With several rate cuts expected between now and the end of 2024, HELOCs are going to become more and more attractive.

In fact, the latest probabilities from the CME have the Fed cutting rates by 1.5 percentage points by December.

So someone holding a HELOC today will see their rate fall by the same amount, as the prime rate moves in lockstep with the fed funds rate.

For example, a HELOC set at 8% will drop to 6.5% if all pans out as expected.

And because most homeowners still hold 30-year fixed mortgages with rates of 4% or less, they’ll opt for a second mortgage like a HELOC or home equity loan.

If the trend continues into 2025, these HELOCs will be a cheap source of funds to pay for home improvements, college tuition, or even a subsequent home purchase.

All while retaining the ultra-low rate on the first mortgage.

9. More buyers and sellers will negotiate their real estate agent commissions

You’ve heard about the many real estate agent commission lawsuits. And changes are already on the way as those cases move along.

While both agents will still get paid to represent buyer and seller, there should be greater transparency in how they’re compensated.

And we may see some different methods of remitting payment. For example, a home seller paying the buyer’s agent directly, not on the listing agent’s behalf.

Of course, this could just result in different paperwork and no real change for the buyer or seller.

However, agents will likely be more transparent about the ability to negotiate, and this could be the key to saving some money.

Instead of being told the commission is 2.5% or 3%, they may tell you that’s their rate, but it’s negotiable.

This could result in home buyers and sellers paying less and/or receiving credits for closing costs.

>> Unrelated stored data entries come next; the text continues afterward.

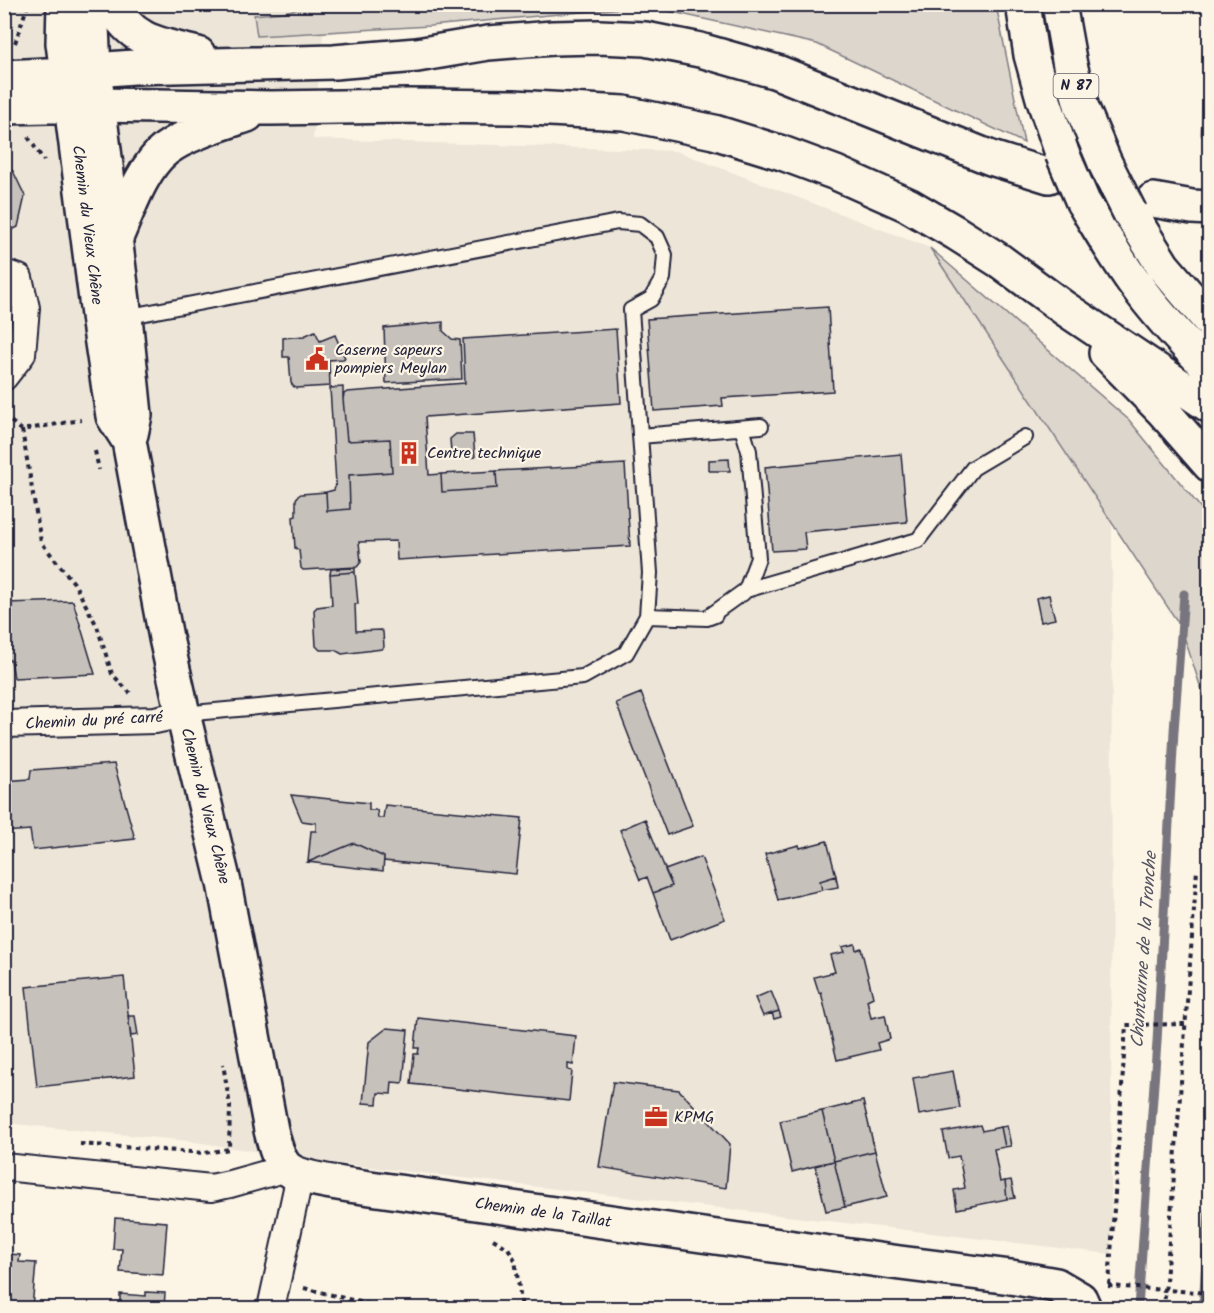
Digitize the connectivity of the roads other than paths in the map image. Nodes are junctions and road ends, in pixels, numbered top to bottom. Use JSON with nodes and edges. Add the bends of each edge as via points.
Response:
{"nodes":[{"id":1,"x":64,"y":4,"type":"edge"},
{"id":2,"x":91,"y":4,"type":"edge"},
{"id":3,"x":112,"y":4,"type":"edge"},
{"id":4,"x":1023,"y":4,"type":"edge"},
{"id":5,"x":1059,"y":4,"type":"edge"},
{"id":6,"x":240,"y":64,"type":"junction"},
{"id":7,"x":80,"y":72,"type":"junction"},
{"id":8,"x":4,"y":77,"type":"edge"},
{"id":9,"x":85,"y":105,"type":"junction"},
{"id":10,"x":4,"y":107,"type":"edge"},
{"id":11,"x":271,"y":108,"type":"junction"},
{"id":12,"x":1055,"y":164,"type":"junction"},
{"id":13,"x":1141,"y":206,"type":"junction"},
{"id":14,"x":1209,"y":208,"type":"edge"},
{"id":15,"x":114,"y":242,"type":"junction"},
{"id":16,"x":4,"y":273,"type":"edge"},
{"id":17,"x":1064,"y":308,"type":"junction"},
{"id":18,"x":112,"y":320,"type":"junction"},
{"id":19,"x":1209,"y":321,"type":"edge"},
{"id":20,"x":1209,"y":369,"type":"edge"},
{"id":21,"x":4,"y":377,"type":"edge"},
{"id":22,"x":1209,"y":406,"type":"edge"},
{"id":23,"x":761,"y":426,"type":"dead end"},
{"id":24,"x":742,"y":428,"type":"junction"},
{"id":25,"x":640,"y":436,"type":"junction"},
{"id":26,"x":1025,"y":437,"type":"dead end"},
{"id":27,"x":1209,"y":465,"type":"edge"},
{"id":28,"x":746,"y":590,"type":"junction"},
{"id":29,"x":647,"y":616,"type":"junction"},
{"id":30,"x":169,"y":717,"type":"junction"},
{"id":31,"x":4,"y":724,"type":"edge"},
{"id":32,"x":4,"y":1167,"type":"edge"},
{"id":33,"x":294,"y":1171,"type":"junction"},
{"id":34,"x":1091,"y":1298,"type":"edge"},
{"id":35,"x":271,"y":1308,"type":"edge"}],
"edges":[{"from":1,"to":7,"type":"main road","name":"Chemin du Vieux Chêne","via":[[63,44]]},
{"from":2,"to":7,"type":"main road","name":"Chemin du Vieux Chêne"},
{"from":3,"to":6,"type":"main road","via":[[129,29],[145,39]]},
{"from":4,"to":12,"type":"main road"},
{"from":5,"to":13,"type":"main road","number":"N 87","bridge":true,"via":[[1082,108],[1105,163]]},
{"from":6,"to":7,"type":"main road"},
{"from":6,"to":12,"type":"main road","via":[[334,62],[553,38],[645,39],[777,72],[990,158]]},
{"from":7,"to":8,"type":"main road"},
{"from":7,"to":9,"type":"main road","name":"Chemin du Vieux Chêne"},
{"from":9,"to":10,"type":"main road"},
{"from":9,"to":11,"type":"main road"},
{"from":9,"to":15,"type":"main road","name":"Chemin du Vieux Chêne"},
{"from":9,"to":18,"type":"main road","name":"Chemin du Vieux Chêne"},
{"from":11,"to":15,"type":"main road","via":[[218,124],[164,150],[142,178]]},
{"from":11,"to":17,"type":"main road","via":[[408,106],[624,113],[714,132],[836,173],[908,205],[1000,261]]},
{"from":12,"to":20,"type":"main road","bridge":true,"via":[[1132,280]]},
{"from":13,"to":14,"type":"main road"},
{"from":13,"to":19,"type":"main road","number":"N 87","via":[[1163,266]]},
{"from":15,"to":18,"type":"main road","name":"Chemin du Vieux Chêne"},
{"from":16,"to":21,"type":"street","via":[[19,278],[26,308],[22,354]]},
{"from":17,"to":22,"type":"main road"},
{"from":17,"to":27,"type":"main road"},
{"from":18,"to":25,"type":"lane","via":[[618,222],[640,224],[657,237],[665,255],[663,278],[651,299],[632,310]]},
{"from":18,"to":30,"type":"main road","name":"Chemin du Vieux Chêne","via":[[135,415],[129,441],[166,638]]},
{"from":23,"to":24,"type":"lane"},
{"from":24,"to":25,"type":"lane"},
{"from":24,"to":28,"type":"lane","via":[[749,451],[758,558]]},
{"from":25,"to":29,"type":"lane","via":[[650,573]]},
{"from":26,"to":28,"type":"lane","via":[[973,468],[918,540]]},
{"from":28,"to":29,"type":"lane","via":[[726,610],[707,618]]},
{"from":29,"to":30,"type":"lane","via":[[626,653],[583,677]]},
{"from":30,"to":31,"type":"street","name":"Chemin du pré carré"},
{"from":30,"to":33,"type":"main road","name":"Chemin du Vieux Chêne","via":[[224,883],[271,1130],[277,1151]]},
{"from":32,"to":33,"type":"street","name":"Chemin de la Taillat","via":[[211,1188],[265,1173]]},
{"from":33,"to":34,"type":"main road","name":"Chemin de la Taillat","via":[[356,1186],[1056,1284]]},
{"from":33,"to":35,"type":"street"}]}
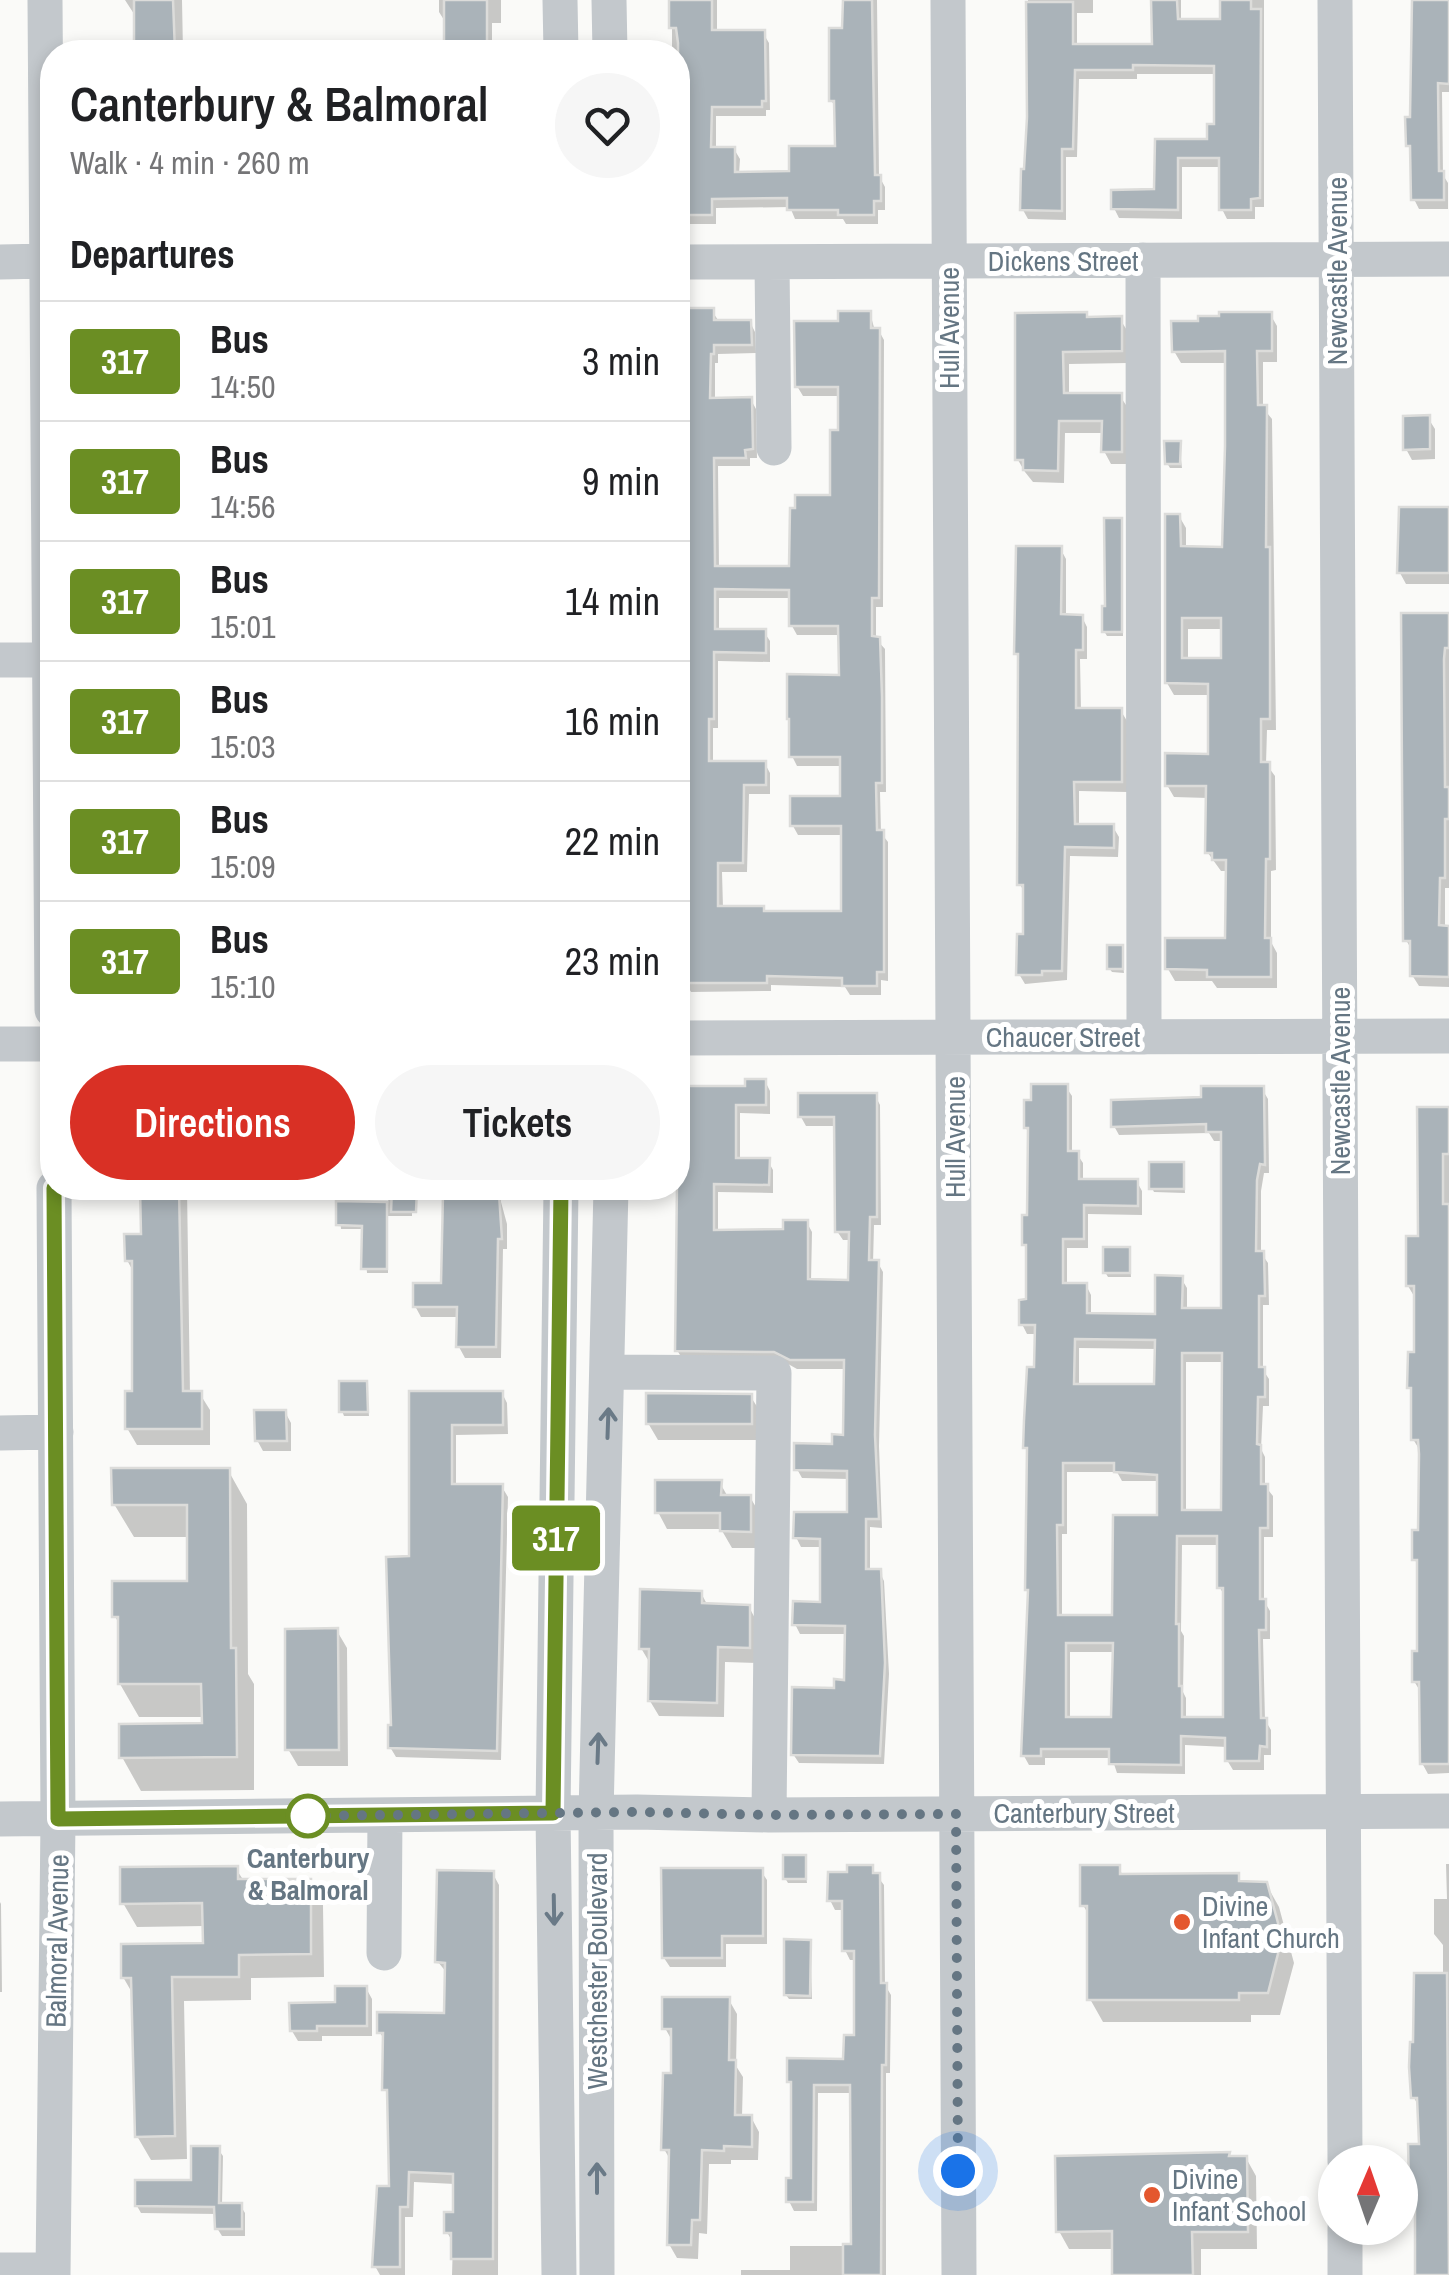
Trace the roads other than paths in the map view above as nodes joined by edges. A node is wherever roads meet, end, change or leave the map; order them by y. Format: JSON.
{"nodes":[{"id":1,"x":46,"y":0,"type":"edge"},
{"id":2,"x":560,"y":0,"type":"edge"},
{"id":3,"x":609,"y":0,"type":"edge"},
{"id":4,"x":948,"y":0,"type":"edge"},
{"id":5,"x":1335,"y":0,"type":"edge"},
{"id":6,"x":46,"y":40,"type":"edge"},
{"id":7,"x":561,"y":40,"type":"edge"},
{"id":8,"x":610,"y":40,"type":"edge"},
{"id":9,"x":1449,"y":259,"type":"edge"},
{"id":10,"x":1143,"y":260,"type":"junction"},
{"id":11,"x":1336,"y":260,"type":"junction"},
{"id":12,"x":40,"y":261,"type":"edge"},
{"id":13,"x":948,"y":261,"type":"junction"},
{"id":14,"x":0,"y":262,"type":"edge"},
{"id":15,"x":690,"y":262,"type":"edge"},
{"id":16,"x":772,"y":262,"type":"junction"},
{"id":17,"x":774,"y":448,"type":"dead end"},
{"id":18,"x":0,"y":660,"type":"edge"},
{"id":19,"x":40,"y":660,"type":"edge"},
{"id":20,"x":1340,"y":1036,"type":"junction"},
{"id":21,"x":1449,"y":1036,"type":"edge"},
{"id":22,"x":955,"y":1037,"type":"junction"},
{"id":23,"x":1144,"y":1037,"type":"junction"},
{"id":24,"x":690,"y":1038,"type":"edge"},
{"id":25,"x":0,"y":1044,"type":"edge"},
{"id":26,"x":40,"y":1044,"type":"edge"},
{"id":27,"x":54,"y":1200,"type":"edge"},
{"id":28,"x":561,"y":1200,"type":"edge"},
{"id":29,"x":611,"y":1200,"type":"edge"},
{"id":30,"x":609,"y":1372,"type":"junction"},
{"id":31,"x":56,"y":1432,"type":"junction"},
{"id":32,"x":0,"y":1433,"type":"edge"},
{"id":33,"x":1449,"y":1810,"type":"edge"},
{"id":34,"x":1343,"y":1811,"type":"junction"},
{"id":35,"x":553,"y":1813,"type":"junction"},
{"id":36,"x":596,"y":1814,"type":"junction"},
{"id":37,"x":956,"y":1814,"type":"junction"},
{"id":38,"x":385,"y":1815,"type":"junction"},
{"id":39,"x":768,"y":1815,"type":"junction"},
{"id":40,"x":0,"y":1819,"type":"edge"},
{"id":41,"x":58,"y":1819,"type":"junction"},
{"id":42,"x":384,"y":1953,"type":"dead end"},
{"id":43,"x":1345,"y":2145,"type":"edge"},
{"id":44,"x":1345,"y":2245,"type":"edge"},
{"id":45,"x":0,"y":2270,"type":"edge"},
{"id":46,"x":53,"y":2272,"type":"edge"},
{"id":47,"x":559,"y":2275,"type":"edge"},
{"id":48,"x":597,"y":2275,"type":"edge"},
{"id":49,"x":958,"y":2275,"type":"edge"},
{"id":50,"x":1346,"y":2275,"type":"edge"}],
"edges":[{"from":1,"to":6,"type":"street"},
{"from":2,"to":7,"type":"street"},
{"from":3,"to":8,"type":"street"},
{"from":4,"to":13,"type":"street","name":"Hull Avenue"},
{"from":5,"to":11,"type":"street","name":"Newcastle Avenue"},
{"from":9,"to":11,"type":"street","name":"Dickens Street"},
{"from":10,"to":11,"type":"street","name":"Dickens Street"},
{"from":10,"to":13,"type":"street","name":"Dickens Street"},
{"from":10,"to":23,"type":"street"},
{"from":11,"to":20,"type":"street","name":"Newcastle Avenue"},
{"from":12,"to":14,"type":"street"},
{"from":13,"to":16,"type":"street","name":"Dickens Street"},
{"from":13,"to":22,"type":"street","name":"Hull Avenue"},
{"from":15,"to":16,"type":"street","name":"Dickens Street"},
{"from":16,"to":17,"type":"street"},
{"from":18,"to":19,"type":"street"},
{"from":20,"to":21,"type":"street","name":"Chaucer Street"},
{"from":20,"to":23,"type":"street","name":"Chaucer Street"},
{"from":20,"to":34,"type":"street","name":"Newcastle Avenue"},
{"from":22,"to":23,"type":"street","name":"Chaucer Street"},
{"from":22,"to":24,"type":"street","name":"Chaucer Street"},
{"from":22,"to":37,"type":"street","name":"Hull Avenue"},
{"from":25,"to":26,"type":"street"},
{"from":27,"to":31,"type":"street","name":"Balmoral Avenue"},
{"from":28,"to":35,"type":"street","name":"Westchester Boulevard"},
{"from":29,"to":30,"type":"street","name":"Westchester Boulevard"},
{"from":36,"to":30,"type":"street","name":"Westchester Boulevard","one_way":true},
{"from":30,"to":39,"type":"street"},
{"from":31,"to":32,"type":"street"},
{"from":31,"to":41,"type":"street","name":"Balmoral Avenue"},
{"from":33,"to":34,"type":"street","name":"Canterbury Street"},
{"from":34,"to":37,"type":"street","name":"Canterbury Street"},
{"from":34,"to":43,"type":"street","name":"Newcastle Avenue"},
{"from":35,"to":36,"type":"street","name":"Canterbury Street"},
{"from":35,"to":38,"type":"street","name":"Canterbury Street"},
{"from":35,"to":47,"type":"street","name":"Westchester Boulevard","one_way":true},
{"from":36,"to":39,"type":"street","name":"Canterbury Street"},
{"from":48,"to":36,"type":"street","name":"Westchester Boulevard","one_way":true},
{"from":37,"to":39,"type":"street","name":"Canterbury Street"},
{"from":37,"to":49,"type":"street","name":"Hull Avenue"},
{"from":38,"to":41,"type":"street","name":"Canterbury Street"},
{"from":38,"to":42,"type":"street"},
{"from":40,"to":41,"type":"street","name":"Canterbury Street"},
{"from":41,"to":46,"type":"street","name":"Balmoral Avenue"},
{"from":44,"to":50,"type":"street"},
{"from":45,"to":46,"type":"street"}]}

Just note that real estate agent commissions can’t be rolled into the loan amount.

It’s a step in the right direction as many consumers weren’t even aware these fees could be haggled over.

In the end, it should get cheaper to transact but you’ll still need to be assertive and make your case to receive a discount.

10. The housing market won’t crash

default risk

Finally, as I’ve predicted in past years, the housing market won’t crash in 2024.

While we are continuing to experience an affordability crisis of epic proportions, the speculative mania isn’t as pervasive as it was in the early 2000s.

And we can continue to thank the Ability-to-Repay/Qualified Mortgage Rule (ATR/QM) for that, as the screenshot from the Urban Institute illustrates.

After the early 2000s mortgage crisis, many types of exotic mortgages were banned, including interest-only home loans, neg-am loans, and even loans with mortgage terms over 30 years.

At the same time, lenders have to ensure a borrower has the ability to repay the loan, meaning no doc loans and stated income are mostly out as well.

While there are non-QM loans that live outside these rules, they represent a small share of total volume. And the minimum down payments are often 20% or more to ensure borrowers have skin in the game.

Interestingly, it is FHA loans and VA loans that are experiencing the biggest uptick in delinquencies, though they remain low overall.

Even if we see an increase in short sales or foreclosures, we’ve got a severe lack of inventory due to demographics and underbuilding for over a decade.

This explains why home prices are unaffordable today, and also why they’ve remained resilient.

A scenario likelier than a crash would be stagnant home price growth for a number of years, with inflation-adjusted prices potentially going negative at times.

But major declines seem unlikely for most metros nationwide. In the meantime, a combination of wage growth and moderating mortgage rates could make homes affordable again.